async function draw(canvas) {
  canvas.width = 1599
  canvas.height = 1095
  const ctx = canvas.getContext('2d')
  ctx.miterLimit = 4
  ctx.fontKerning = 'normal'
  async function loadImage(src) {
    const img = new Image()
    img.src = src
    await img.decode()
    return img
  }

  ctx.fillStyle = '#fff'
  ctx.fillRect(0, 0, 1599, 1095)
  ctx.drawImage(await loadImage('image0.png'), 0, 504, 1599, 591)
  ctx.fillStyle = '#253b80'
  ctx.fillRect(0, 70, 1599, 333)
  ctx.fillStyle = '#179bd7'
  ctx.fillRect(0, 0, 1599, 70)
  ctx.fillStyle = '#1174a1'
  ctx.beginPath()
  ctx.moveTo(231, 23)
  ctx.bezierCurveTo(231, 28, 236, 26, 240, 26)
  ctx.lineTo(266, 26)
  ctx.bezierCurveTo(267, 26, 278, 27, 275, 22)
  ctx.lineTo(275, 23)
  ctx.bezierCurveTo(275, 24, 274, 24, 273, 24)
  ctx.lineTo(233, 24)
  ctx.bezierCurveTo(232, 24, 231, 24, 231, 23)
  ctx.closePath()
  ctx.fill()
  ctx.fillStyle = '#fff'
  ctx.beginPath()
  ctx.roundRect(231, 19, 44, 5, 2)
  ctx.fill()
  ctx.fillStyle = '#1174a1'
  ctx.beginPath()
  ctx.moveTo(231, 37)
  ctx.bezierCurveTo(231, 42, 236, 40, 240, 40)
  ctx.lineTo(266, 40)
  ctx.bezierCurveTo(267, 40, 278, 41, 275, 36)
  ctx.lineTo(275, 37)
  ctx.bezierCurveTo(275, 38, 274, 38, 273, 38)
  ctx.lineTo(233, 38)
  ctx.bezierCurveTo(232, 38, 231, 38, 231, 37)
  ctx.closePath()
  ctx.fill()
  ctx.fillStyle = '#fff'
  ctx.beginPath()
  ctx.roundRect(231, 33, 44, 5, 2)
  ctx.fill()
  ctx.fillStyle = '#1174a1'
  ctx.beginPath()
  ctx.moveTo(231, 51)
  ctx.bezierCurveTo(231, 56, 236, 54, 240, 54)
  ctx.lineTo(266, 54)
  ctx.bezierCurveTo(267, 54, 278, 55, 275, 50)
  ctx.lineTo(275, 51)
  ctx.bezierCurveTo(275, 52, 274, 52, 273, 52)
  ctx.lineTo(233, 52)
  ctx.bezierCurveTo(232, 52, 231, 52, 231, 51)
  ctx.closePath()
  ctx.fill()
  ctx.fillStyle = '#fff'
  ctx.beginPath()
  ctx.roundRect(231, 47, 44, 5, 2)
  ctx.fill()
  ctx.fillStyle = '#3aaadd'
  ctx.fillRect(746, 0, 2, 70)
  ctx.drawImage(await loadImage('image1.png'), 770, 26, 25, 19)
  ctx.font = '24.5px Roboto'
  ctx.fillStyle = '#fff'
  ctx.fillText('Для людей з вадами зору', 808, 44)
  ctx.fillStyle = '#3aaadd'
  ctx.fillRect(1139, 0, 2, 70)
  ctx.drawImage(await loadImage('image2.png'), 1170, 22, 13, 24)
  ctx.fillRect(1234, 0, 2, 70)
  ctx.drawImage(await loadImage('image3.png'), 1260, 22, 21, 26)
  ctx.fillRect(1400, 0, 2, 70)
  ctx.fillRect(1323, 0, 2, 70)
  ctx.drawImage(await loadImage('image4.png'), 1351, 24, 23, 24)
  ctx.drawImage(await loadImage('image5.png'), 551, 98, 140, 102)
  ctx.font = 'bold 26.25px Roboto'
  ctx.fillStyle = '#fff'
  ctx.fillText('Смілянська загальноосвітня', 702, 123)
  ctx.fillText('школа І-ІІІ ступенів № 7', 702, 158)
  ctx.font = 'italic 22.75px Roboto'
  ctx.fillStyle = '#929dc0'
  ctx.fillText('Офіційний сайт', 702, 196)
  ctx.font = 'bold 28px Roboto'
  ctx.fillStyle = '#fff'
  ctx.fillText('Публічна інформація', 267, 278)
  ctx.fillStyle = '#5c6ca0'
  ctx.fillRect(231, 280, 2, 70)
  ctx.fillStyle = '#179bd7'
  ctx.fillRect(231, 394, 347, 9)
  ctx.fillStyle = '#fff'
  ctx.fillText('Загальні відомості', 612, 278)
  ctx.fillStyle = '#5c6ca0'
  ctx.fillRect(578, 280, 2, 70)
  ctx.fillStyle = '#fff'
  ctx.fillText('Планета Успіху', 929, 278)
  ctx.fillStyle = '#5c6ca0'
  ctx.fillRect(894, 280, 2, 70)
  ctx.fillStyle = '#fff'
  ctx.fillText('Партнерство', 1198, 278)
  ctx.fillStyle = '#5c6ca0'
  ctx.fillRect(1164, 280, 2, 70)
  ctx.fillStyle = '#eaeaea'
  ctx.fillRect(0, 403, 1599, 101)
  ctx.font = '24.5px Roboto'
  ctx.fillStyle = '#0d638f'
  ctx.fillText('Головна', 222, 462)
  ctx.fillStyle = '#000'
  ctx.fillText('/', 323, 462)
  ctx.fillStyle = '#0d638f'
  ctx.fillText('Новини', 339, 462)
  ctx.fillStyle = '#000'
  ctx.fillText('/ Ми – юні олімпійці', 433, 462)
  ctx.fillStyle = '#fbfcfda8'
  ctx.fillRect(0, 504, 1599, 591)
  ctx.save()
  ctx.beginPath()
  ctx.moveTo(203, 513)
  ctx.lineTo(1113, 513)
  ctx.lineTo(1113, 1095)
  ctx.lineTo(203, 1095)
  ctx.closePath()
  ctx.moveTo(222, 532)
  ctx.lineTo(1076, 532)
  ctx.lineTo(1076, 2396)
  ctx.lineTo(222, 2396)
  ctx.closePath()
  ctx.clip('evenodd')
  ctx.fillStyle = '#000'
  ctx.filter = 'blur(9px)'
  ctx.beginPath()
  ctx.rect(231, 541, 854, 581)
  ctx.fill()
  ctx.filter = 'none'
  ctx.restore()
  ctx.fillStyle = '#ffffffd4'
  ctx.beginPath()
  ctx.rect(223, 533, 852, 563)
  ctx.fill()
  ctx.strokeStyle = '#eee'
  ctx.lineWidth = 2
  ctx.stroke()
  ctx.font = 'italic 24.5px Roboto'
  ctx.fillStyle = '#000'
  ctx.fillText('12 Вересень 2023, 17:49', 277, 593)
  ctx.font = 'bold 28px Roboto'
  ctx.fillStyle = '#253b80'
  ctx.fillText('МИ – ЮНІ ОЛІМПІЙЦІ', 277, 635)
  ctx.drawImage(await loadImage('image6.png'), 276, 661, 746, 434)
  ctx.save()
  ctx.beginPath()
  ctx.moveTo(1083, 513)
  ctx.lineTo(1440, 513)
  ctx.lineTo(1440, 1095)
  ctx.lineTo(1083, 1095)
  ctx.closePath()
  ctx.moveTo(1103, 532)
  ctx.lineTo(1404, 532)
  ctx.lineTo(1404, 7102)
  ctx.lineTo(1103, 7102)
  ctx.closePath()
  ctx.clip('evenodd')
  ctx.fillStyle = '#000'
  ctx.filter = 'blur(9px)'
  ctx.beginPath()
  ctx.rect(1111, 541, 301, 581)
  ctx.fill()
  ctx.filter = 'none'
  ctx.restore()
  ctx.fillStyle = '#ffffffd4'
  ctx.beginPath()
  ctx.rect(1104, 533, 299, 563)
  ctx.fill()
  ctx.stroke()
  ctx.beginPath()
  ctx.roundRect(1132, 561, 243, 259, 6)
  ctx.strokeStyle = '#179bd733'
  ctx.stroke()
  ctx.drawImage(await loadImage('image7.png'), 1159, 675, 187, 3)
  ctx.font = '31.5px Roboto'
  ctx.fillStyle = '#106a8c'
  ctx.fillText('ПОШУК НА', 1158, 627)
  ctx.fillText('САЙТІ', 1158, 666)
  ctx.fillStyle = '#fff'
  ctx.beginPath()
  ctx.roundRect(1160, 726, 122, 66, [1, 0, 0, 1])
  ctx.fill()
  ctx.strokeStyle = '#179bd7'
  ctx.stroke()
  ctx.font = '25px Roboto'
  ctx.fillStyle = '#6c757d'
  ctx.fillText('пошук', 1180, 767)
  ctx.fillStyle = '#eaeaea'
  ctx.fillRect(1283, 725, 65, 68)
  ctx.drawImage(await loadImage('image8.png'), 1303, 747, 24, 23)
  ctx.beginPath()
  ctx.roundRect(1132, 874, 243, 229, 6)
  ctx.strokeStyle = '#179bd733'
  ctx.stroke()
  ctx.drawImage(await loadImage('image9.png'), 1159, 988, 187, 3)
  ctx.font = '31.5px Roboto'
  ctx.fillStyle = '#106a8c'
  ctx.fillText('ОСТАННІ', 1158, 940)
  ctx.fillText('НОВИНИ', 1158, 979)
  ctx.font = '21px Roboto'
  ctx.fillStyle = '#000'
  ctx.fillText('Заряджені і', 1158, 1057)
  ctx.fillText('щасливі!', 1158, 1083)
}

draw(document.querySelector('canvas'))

Work request: Look through the entries and return every line where "moveTo" appears.

Finished task:
  ctx.moveTo(231, 23)
  ctx.moveTo(231, 37)
  ctx.moveTo(231, 51)
  ctx.moveTo(203, 513)
  ctx.moveTo(222, 532)
  ctx.moveTo(1083, 513)
  ctx.moveTo(1103, 532)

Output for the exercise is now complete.